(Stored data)
Content starts

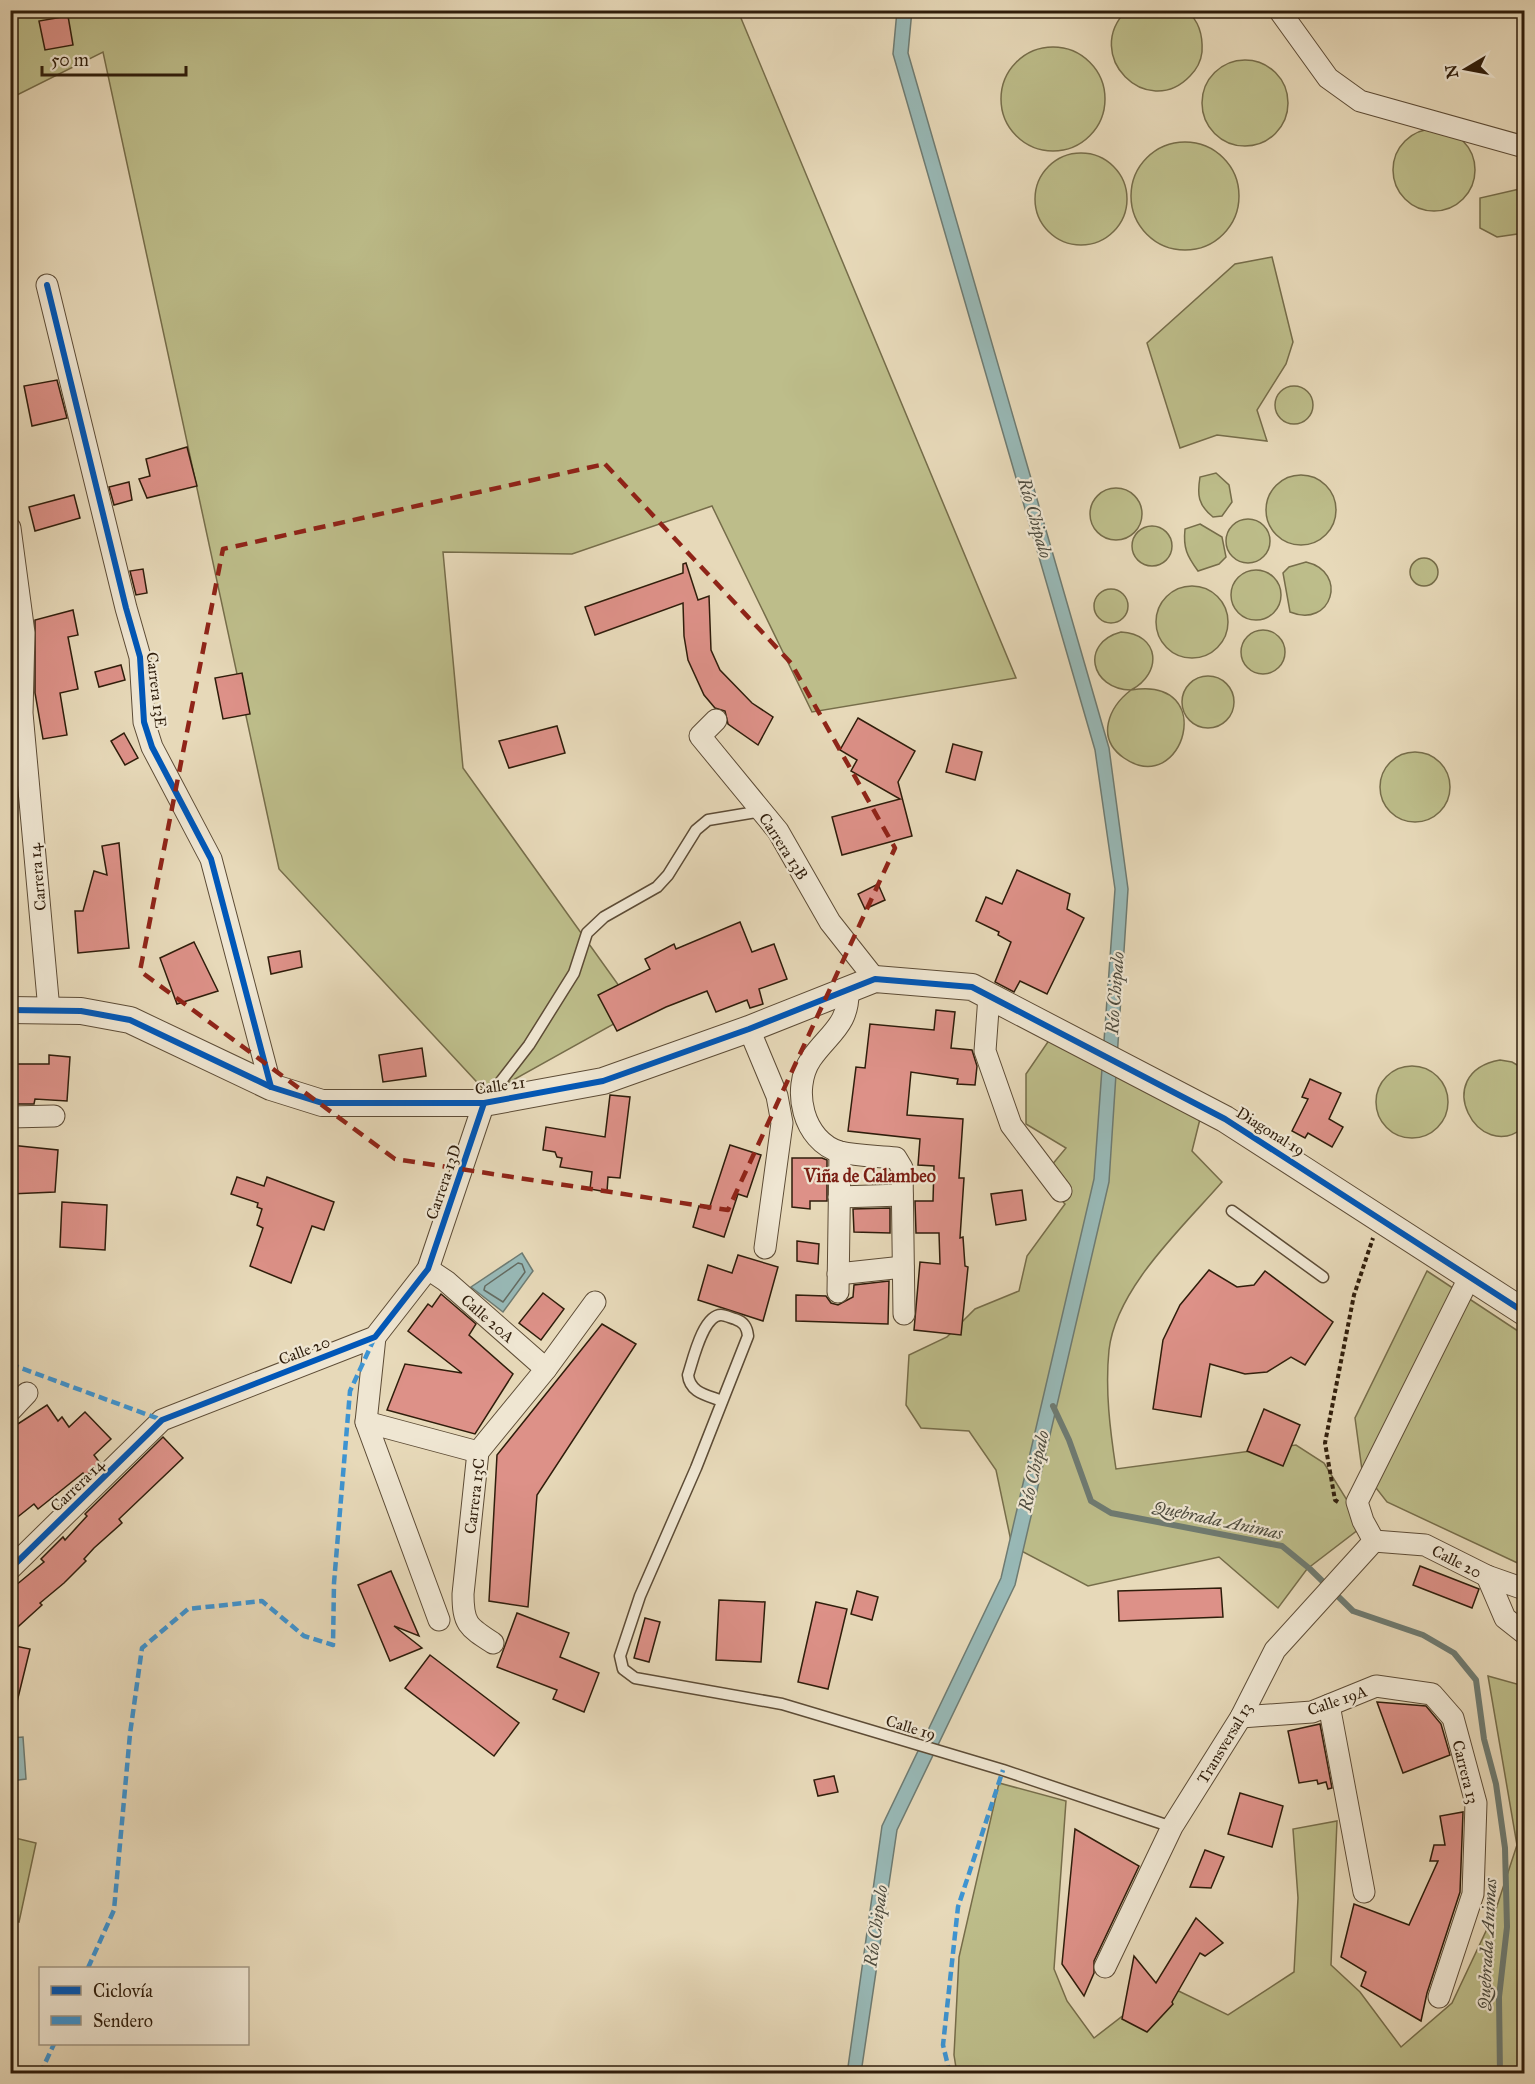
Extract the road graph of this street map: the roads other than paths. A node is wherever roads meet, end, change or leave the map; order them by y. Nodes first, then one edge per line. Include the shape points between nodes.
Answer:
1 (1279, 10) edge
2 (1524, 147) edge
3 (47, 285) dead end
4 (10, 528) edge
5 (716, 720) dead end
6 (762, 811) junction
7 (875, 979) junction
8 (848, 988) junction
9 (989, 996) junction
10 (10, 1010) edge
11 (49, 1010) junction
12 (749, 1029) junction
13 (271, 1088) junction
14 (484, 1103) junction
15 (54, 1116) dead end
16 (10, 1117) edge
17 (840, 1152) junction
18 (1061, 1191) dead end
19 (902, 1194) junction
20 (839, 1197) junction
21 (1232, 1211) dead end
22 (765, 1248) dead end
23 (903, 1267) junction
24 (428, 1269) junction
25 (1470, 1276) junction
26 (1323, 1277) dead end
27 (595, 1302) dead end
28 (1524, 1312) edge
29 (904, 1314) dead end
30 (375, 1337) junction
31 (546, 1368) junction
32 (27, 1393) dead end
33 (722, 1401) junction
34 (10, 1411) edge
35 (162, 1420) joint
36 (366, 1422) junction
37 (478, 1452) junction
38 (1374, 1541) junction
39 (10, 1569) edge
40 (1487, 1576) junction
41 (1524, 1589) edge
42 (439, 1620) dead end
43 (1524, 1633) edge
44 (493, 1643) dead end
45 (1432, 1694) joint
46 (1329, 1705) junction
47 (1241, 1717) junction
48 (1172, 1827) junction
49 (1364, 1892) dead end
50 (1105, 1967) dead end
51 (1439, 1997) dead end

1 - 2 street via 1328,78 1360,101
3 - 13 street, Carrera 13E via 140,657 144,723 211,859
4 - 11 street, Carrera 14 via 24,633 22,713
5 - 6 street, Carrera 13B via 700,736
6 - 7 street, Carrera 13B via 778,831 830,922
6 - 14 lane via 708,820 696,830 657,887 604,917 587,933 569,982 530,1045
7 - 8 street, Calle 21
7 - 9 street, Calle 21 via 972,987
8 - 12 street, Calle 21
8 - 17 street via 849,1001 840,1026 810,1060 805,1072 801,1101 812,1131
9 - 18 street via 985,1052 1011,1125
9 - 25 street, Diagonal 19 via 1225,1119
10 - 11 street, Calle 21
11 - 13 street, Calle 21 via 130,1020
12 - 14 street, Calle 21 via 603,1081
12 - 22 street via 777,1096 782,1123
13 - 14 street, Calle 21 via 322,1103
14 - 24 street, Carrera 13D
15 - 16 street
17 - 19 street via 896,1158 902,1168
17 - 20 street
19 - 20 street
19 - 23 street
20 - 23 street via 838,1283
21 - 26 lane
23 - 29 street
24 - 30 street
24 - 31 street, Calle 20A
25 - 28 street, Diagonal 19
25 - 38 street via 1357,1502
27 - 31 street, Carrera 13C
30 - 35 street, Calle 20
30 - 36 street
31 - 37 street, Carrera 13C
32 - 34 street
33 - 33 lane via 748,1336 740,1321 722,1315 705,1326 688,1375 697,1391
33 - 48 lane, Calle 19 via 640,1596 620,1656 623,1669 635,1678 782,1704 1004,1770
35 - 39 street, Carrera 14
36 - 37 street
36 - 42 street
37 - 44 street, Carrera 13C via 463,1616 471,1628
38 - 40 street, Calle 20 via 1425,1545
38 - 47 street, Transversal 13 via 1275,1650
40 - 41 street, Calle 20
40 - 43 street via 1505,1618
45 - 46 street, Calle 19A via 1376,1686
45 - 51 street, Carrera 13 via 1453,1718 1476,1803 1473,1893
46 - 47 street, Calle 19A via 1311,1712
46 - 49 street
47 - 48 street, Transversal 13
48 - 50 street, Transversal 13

Content ends

Copy the records exactly, leaving out every picture.

Answer area
Extract the road graph of this street map: the roads other than paths. A node is wherever roads meet, end, change or leave the map; order them by y. Nodes first, then one edge per line. Include the shape points between nodes.
Answer:
1 (1279, 10) edge
2 (1524, 147) edge
3 (47, 285) dead end
4 (10, 528) edge
5 (716, 720) dead end
6 (762, 811) junction
7 (875, 979) junction
8 (848, 988) junction
9 (989, 996) junction
10 (10, 1010) edge
11 (49, 1010) junction
12 (749, 1029) junction
13 (271, 1088) junction
14 (484, 1103) junction
15 (54, 1116) dead end
16 (10, 1117) edge
17 (840, 1152) junction
18 (1061, 1191) dead end
19 (902, 1194) junction
20 (839, 1197) junction
21 (1232, 1211) dead end
22 (765, 1248) dead end
23 (903, 1267) junction
24 (428, 1269) junction
25 (1470, 1276) junction
26 (1323, 1277) dead end
27 (595, 1302) dead end
28 (1524, 1312) edge
29 (904, 1314) dead end
30 (375, 1337) junction
31 (546, 1368) junction
32 (27, 1393) dead end
33 (722, 1401) junction
34 (10, 1411) edge
35 (162, 1420) joint
36 (366, 1422) junction
37 (478, 1452) junction
38 (1374, 1541) junction
39 (10, 1569) edge
40 (1487, 1576) junction
41 (1524, 1589) edge
42 (439, 1620) dead end
43 (1524, 1633) edge
44 (493, 1643) dead end
45 (1432, 1694) joint
46 (1329, 1705) junction
47 (1241, 1717) junction
48 (1172, 1827) junction
49 (1364, 1892) dead end
50 (1105, 1967) dead end
51 (1439, 1997) dead end

1 - 2 street via 1328,78 1360,101
3 - 13 street, Carrera 13E via 140,657 144,723 211,859
4 - 11 street, Carrera 14 via 24,633 22,713
5 - 6 street, Carrera 13B via 700,736
6 - 7 street, Carrera 13B via 778,831 830,922
6 - 14 lane via 708,820 696,830 657,887 604,917 587,933 569,982 530,1045
7 - 8 street, Calle 21
7 - 9 street, Calle 21 via 972,987
8 - 12 street, Calle 21
8 - 17 street via 849,1001 840,1026 810,1060 805,1072 801,1101 812,1131
9 - 18 street via 985,1052 1011,1125
9 - 25 street, Diagonal 19 via 1225,1119
10 - 11 street, Calle 21
11 - 13 street, Calle 21 via 130,1020
12 - 14 street, Calle 21 via 603,1081
12 - 22 street via 777,1096 782,1123
13 - 14 street, Calle 21 via 322,1103
14 - 24 street, Carrera 13D
15 - 16 street
17 - 19 street via 896,1158 902,1168
17 - 20 street
19 - 20 street
19 - 23 street
20 - 23 street via 838,1283
21 - 26 lane
23 - 29 street
24 - 30 street
24 - 31 street, Calle 20A
25 - 28 street, Diagonal 19
25 - 38 street via 1357,1502
27 - 31 street, Carrera 13C
30 - 35 street, Calle 20
30 - 36 street
31 - 37 street, Carrera 13C
32 - 34 street
33 - 33 lane via 748,1336 740,1321 722,1315 705,1326 688,1375 697,1391
33 - 48 lane, Calle 19 via 640,1596 620,1656 623,1669 635,1678 782,1704 1004,1770
35 - 39 street, Carrera 14
36 - 37 street
36 - 42 street
37 - 44 street, Carrera 13C via 463,1616 471,1628
38 - 40 street, Calle 20 via 1425,1545
38 - 47 street, Transversal 13 via 1275,1650
40 - 41 street, Calle 20
40 - 43 street via 1505,1618
45 - 46 street, Calle 19A via 1376,1686
45 - 51 street, Carrera 13 via 1453,1718 1476,1803 1473,1893
46 - 47 street, Calle 19A via 1311,1712
46 - 49 street
47 - 48 street, Transversal 13
48 - 50 street, Transversal 13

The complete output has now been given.